Chamanto is a traditional attire and it is one of the most distinctive pieces wear by ‘huasos’ (huaso is the name given to countryman – i.e. cowboy). The piece is poncho-like made of woven with threads of silk and wool double-face. It is said that all chamantos are work of art and in Doñihue there are only 45 weavers that work in this trade who are very protective and reluctant to share their knowledge (TK is shared from mother to daughter).
The report given by the MPs explained that this piece is ‘unique and distinctive’ and encloses a primitive “relationship between man and land, keeping its symbols of belonging and tradition".
Finally, there is a statement made by the MPs that relates to what a nation is – rather than trying to divide what a native or non-indigenous is or what cultural aspect we need to be looking at. The assertion is as follows:
“...to exalt the cultural values of the homeland is a need for the community, since it implies recognition of national identity from elements that bind the whole society, identifying common values and principles belonging to the nation”.

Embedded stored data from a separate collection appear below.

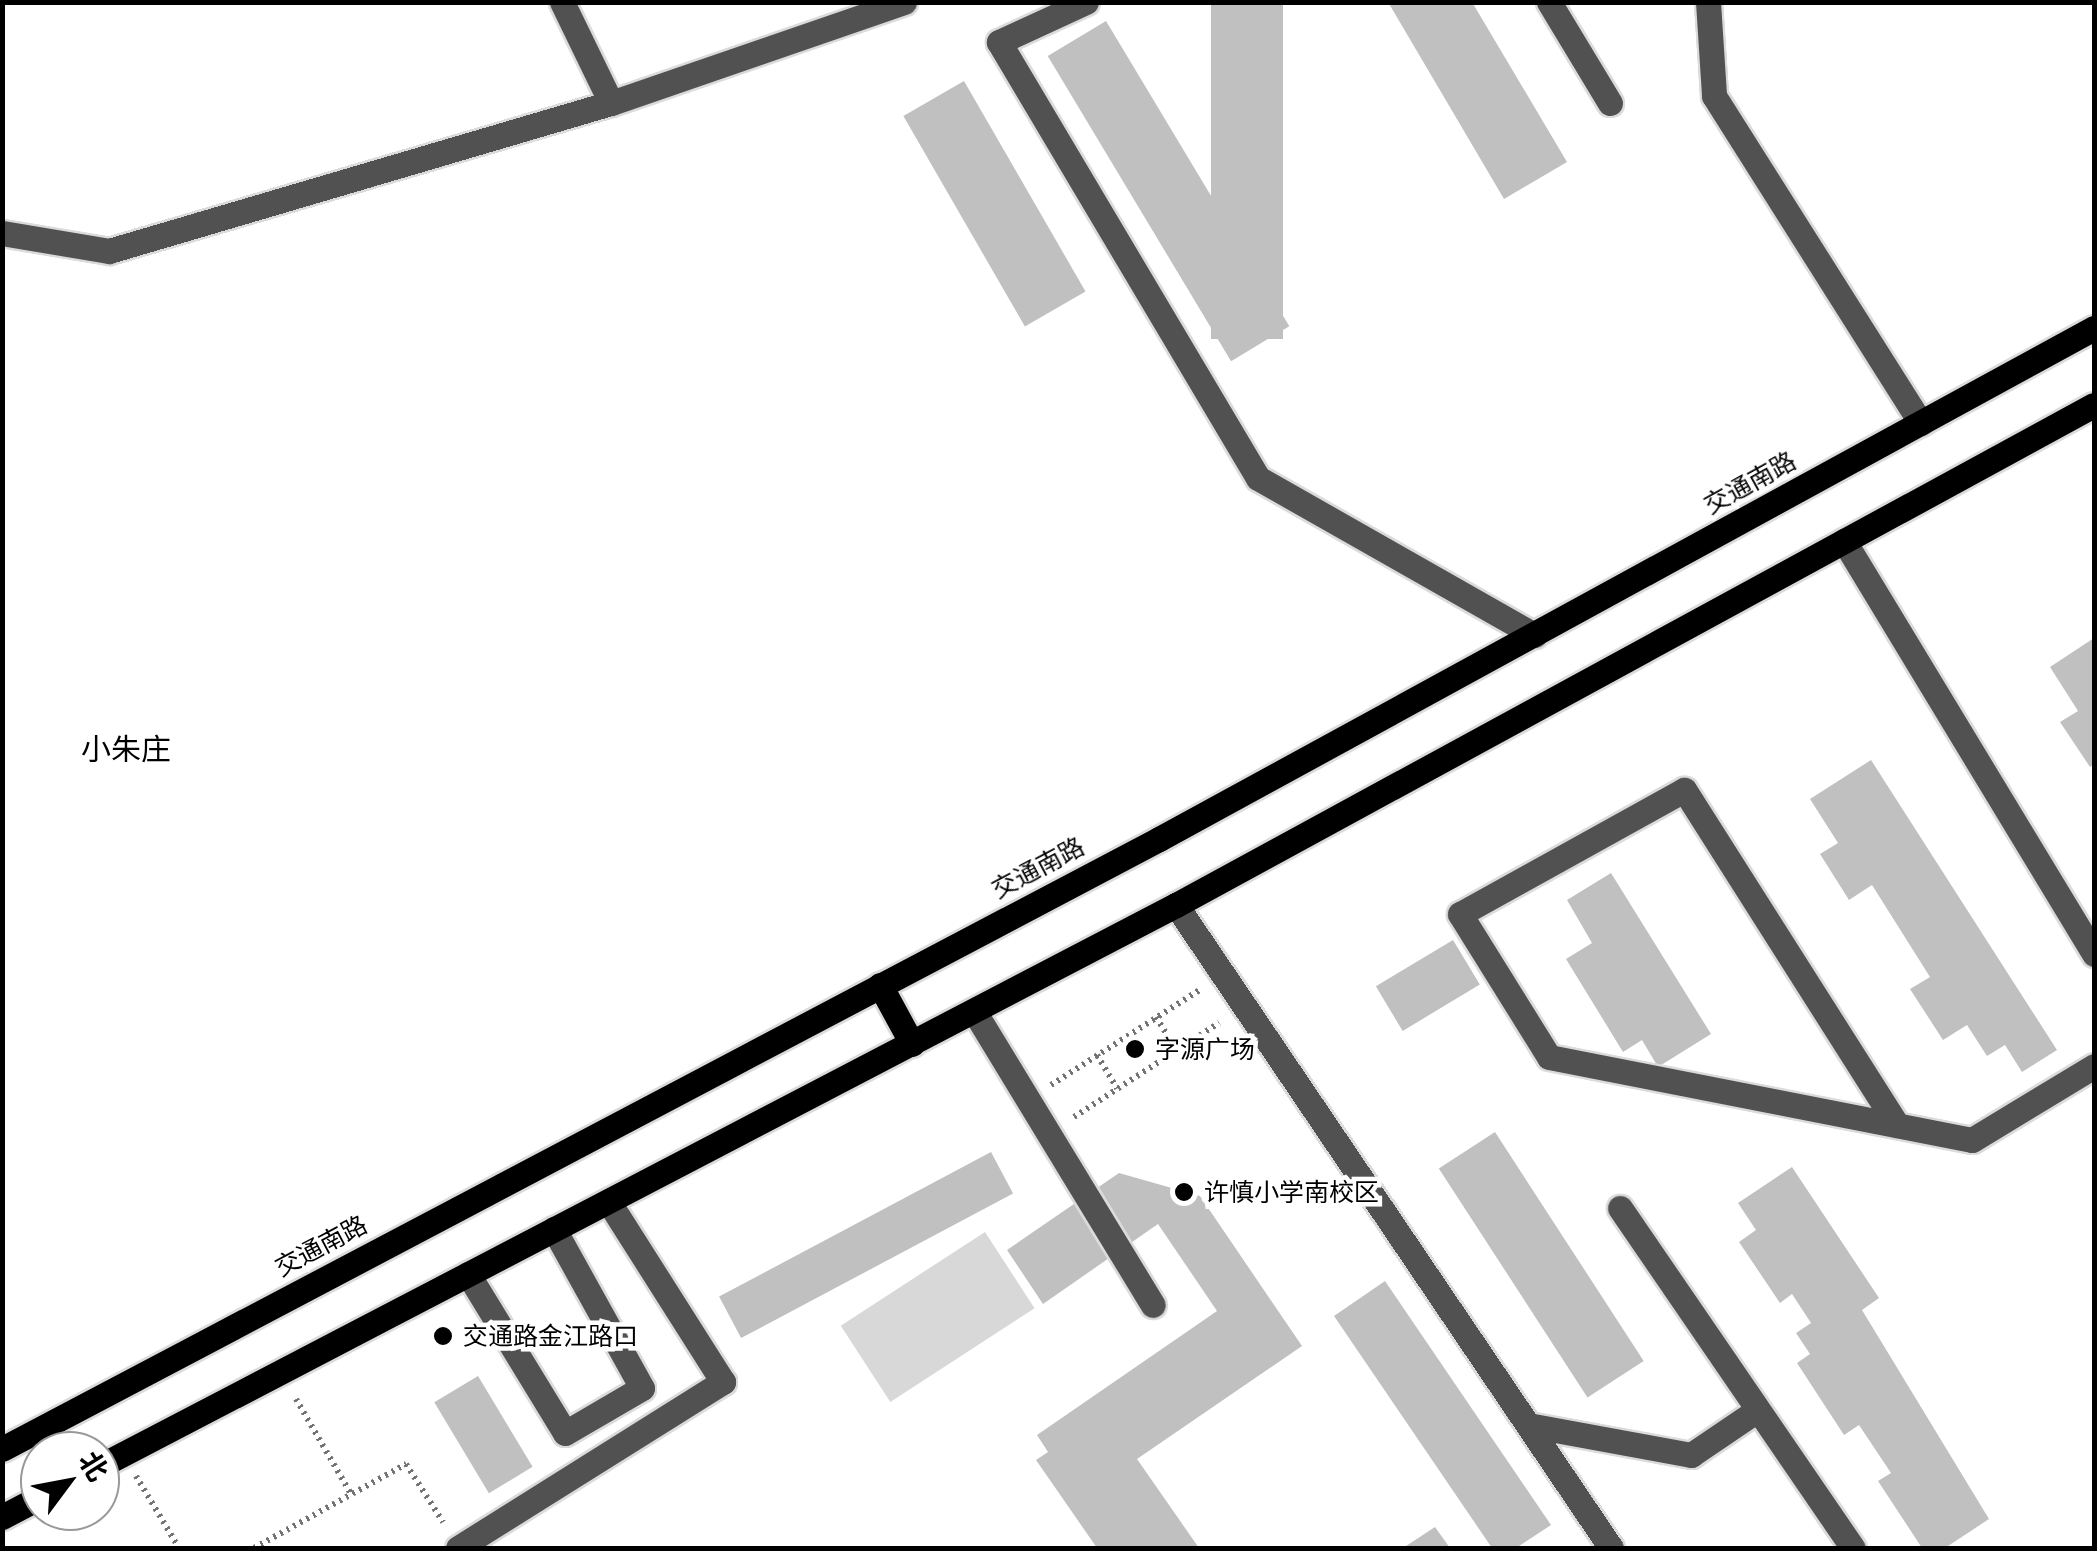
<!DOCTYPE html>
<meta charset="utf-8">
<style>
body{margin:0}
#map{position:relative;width:2097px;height:1551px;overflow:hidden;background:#fff;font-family:"Asap Condensed","Noto Sans SC",sans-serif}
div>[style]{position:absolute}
.green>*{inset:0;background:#d8d8d8;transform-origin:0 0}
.building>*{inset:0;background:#c0c0c0;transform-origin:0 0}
.path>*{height:6px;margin-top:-3px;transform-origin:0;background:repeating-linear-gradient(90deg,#737373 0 2.5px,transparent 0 7.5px)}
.roads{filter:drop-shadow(2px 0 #dbdbdb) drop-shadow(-2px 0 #dbdbdb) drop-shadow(0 2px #dbdbdb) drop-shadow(0 -2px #dbdbdb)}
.minor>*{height:25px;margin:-12.5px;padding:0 12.5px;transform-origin:12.5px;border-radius:12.5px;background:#515151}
.major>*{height:25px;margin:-12.5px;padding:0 12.5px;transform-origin:12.5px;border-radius:12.5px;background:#000}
.dots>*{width:28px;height:28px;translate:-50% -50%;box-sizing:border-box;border:5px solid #fff;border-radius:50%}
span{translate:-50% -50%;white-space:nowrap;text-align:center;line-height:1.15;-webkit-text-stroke:9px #fff;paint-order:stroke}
.street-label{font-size:25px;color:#000}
.poi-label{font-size:25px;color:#000}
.left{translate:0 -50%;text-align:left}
.quarter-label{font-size:30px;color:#000}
.frame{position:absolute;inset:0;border:5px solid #000;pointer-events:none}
.north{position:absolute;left:20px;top:1431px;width:100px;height:100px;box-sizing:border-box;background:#fff;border:2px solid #999;border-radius:50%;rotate:58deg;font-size:28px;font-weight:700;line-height:40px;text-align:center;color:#000}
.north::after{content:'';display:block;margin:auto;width:35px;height:45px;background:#000;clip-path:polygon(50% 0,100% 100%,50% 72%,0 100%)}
</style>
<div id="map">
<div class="green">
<div style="left:985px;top:1232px;width:91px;height:172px;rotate:57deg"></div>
</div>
<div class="building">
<div style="left:1211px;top:2px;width:72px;height:337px"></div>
<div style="clip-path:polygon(1388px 2px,1472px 2px,1567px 162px,1504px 199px)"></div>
<div style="left:1106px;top:21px;width:356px;height:68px;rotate:59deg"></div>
<div style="left:964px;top:81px;width:243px;height:70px;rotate:60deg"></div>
<div style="clip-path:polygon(2094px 638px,2094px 764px,2090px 767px,2060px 722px,2078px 711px,2050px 667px)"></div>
<div style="clip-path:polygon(1871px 760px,2057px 1050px,2022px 1072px,2005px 1045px,1987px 1056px,1967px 1025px,1943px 1040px,1910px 989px,1930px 977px,1872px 885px,1849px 900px,1820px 854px,1838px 843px,1810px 799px)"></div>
<div style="clip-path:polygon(1611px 873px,1711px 1034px,1658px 1067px,1642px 1040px,1623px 1052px,1566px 959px,1592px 943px,1567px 900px)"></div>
<div style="left:1453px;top:940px;width:52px;height:90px;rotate:59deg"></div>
<div style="left:1495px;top:1132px;width:273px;height:67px;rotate:57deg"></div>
<div style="left:991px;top:1152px;width:47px;height:308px;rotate:62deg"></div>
<div style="clip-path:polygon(1792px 1167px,1879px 1298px,1862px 1310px,1989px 1519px,1945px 1548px,1922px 1548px,1878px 1481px,1891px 1473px,1859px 1425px,1844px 1435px,1797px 1363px,1810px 1354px,1796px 1333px,1811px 1323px,1792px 1294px,1780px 1303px,1739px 1242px,1756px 1230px,1738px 1203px)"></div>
<div style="clip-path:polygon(1119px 1173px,1200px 1196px,1302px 1346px,1137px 1459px,1199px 1548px,1097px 1548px,1036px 1460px,1048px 1452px,1037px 1435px,1217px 1311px,1158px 1224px,1043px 1304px,1007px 1250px)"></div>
<div style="clip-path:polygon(1385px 1281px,1551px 1525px,1516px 1548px,1492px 1548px,1334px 1316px)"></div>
<div style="left:478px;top:1376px;width:106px;height:51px;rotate:59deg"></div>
<div style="clip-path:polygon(1435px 1527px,1450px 1548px,1403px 1548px)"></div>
</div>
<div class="path">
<div style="left:1156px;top:1017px;width:39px;rotate:58deg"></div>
<div style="left:1097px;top:1055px;width:39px;rotate:59deg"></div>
<div style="left:1051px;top:1085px;width:178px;rotate:-32.6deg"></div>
<div style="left:1074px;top:1117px;width:173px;rotate:-33deg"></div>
<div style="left:296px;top:1399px;width:110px;rotate:59.9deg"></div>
<div style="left:136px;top:1476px;width:84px;rotate:59.2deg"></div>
<div style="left:254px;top:1548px;width:174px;rotate:-28.9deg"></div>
<div style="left:406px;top:1464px;width:69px;rotate:57.5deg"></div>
</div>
<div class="roads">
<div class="minor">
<div style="left:562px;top:2px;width:112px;rotate:64.1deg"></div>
<div style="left:1086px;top:2px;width:96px;rotate:155.3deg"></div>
<div style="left:999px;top:42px;width:507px;rotate:59.29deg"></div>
<div style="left:1258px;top:478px;width:318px;rotate:29.6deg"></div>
<div style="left:1549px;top:2px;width:118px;rotate:58.9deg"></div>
<div style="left:1708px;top:2px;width:94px;rotate:86.3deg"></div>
<div style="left:1714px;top:96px;width:387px;rotate:57.7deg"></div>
<div style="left:2px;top:233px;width:109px;rotate:9.5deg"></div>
<div style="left:109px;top:251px;width:523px;rotate:-16.43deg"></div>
<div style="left:611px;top:103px;width:310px;rotate:-19deg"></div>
<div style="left:1844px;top:541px;width:483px;rotate:58.8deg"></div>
<div style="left:1176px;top:905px;width:776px;rotate:55.92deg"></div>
<div style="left:974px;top:1011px;width:344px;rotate:58.7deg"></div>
<div style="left:1897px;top:1125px;width:397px;rotate:-122.4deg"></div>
<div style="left:1684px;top:790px;width:256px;rotate:151deg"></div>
<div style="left:1460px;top:914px;width:168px;rotate:58.1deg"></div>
<div style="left:1549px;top:1057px;width:431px;rotate:11.1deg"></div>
<div style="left:1972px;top:1140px;width:143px;rotate:-31.2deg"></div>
<div style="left:1620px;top:1208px;width:412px;rotate:55.6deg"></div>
<div style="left:468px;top:1274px;width:186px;rotate:58.6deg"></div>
<div style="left:565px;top:1433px;width:89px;rotate:-30.3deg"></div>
<div style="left:642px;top:1388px;width:182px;rotate:-119deg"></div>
<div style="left:1528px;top:1425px;width:166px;rotate:10.4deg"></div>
<div style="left:1691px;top:1455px;width:78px;rotate:-34.1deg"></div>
<div style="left:458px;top:1548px;width:313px;rotate:-32.1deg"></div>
<div style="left:723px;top:1382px;width:214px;rotate:-122.4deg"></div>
</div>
<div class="major">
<div style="left:880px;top:985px;width:67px;rotate:61.5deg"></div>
<div style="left:2px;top:1449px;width:1308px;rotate:-27.8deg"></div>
<div style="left:1159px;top:839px;width:1066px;rotate:-28.66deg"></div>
<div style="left:100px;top:1466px;width:1213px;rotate:-27.54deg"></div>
<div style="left:1176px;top:905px;width:1045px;rotate:-28.58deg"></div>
<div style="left:2px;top:1517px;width:43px;rotate:-27.8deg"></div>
</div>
</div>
<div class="dots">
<div style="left:1135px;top:1049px;background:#000"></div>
<div style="left:1184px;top:1192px;background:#000"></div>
<div style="left:443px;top:1336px;background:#000"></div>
</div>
<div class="street-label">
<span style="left:1750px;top:483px;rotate:-29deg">交通南路</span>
<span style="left:1038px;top:868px;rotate:-28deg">交通南路</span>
<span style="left:321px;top:1246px;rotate:-28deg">交通南路</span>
</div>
<div class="poi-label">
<span class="left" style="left:1155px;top:1049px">字源广场</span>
<span class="left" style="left:1204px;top:1192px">许慎小学南校区</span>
<span class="left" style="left:463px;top:1336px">交通路金江路口</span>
</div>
<div class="quarter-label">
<span style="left:126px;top:749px">小朱庄</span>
</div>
<div class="frame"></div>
<div class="north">北</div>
</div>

I remember the movie ‘My big fat Greek wedding’ where a very traditional Greek young lady married a non-Greek and struggles to get her family to accept him. In the wedding speech her father tries to explain the roots of the young couple respective surnames saying that one is ‘apple’ and the other one is ‘orange’ – different, but in the end, they are fruits.
Today we have a fine example of that. Reading the Agreement I noticed that the MPs observed that ‘chamantos’ are complementing two cultures: the indigenous and the Hispanic, and while they are different, they harmonize and represent (beautifully) the whole nation.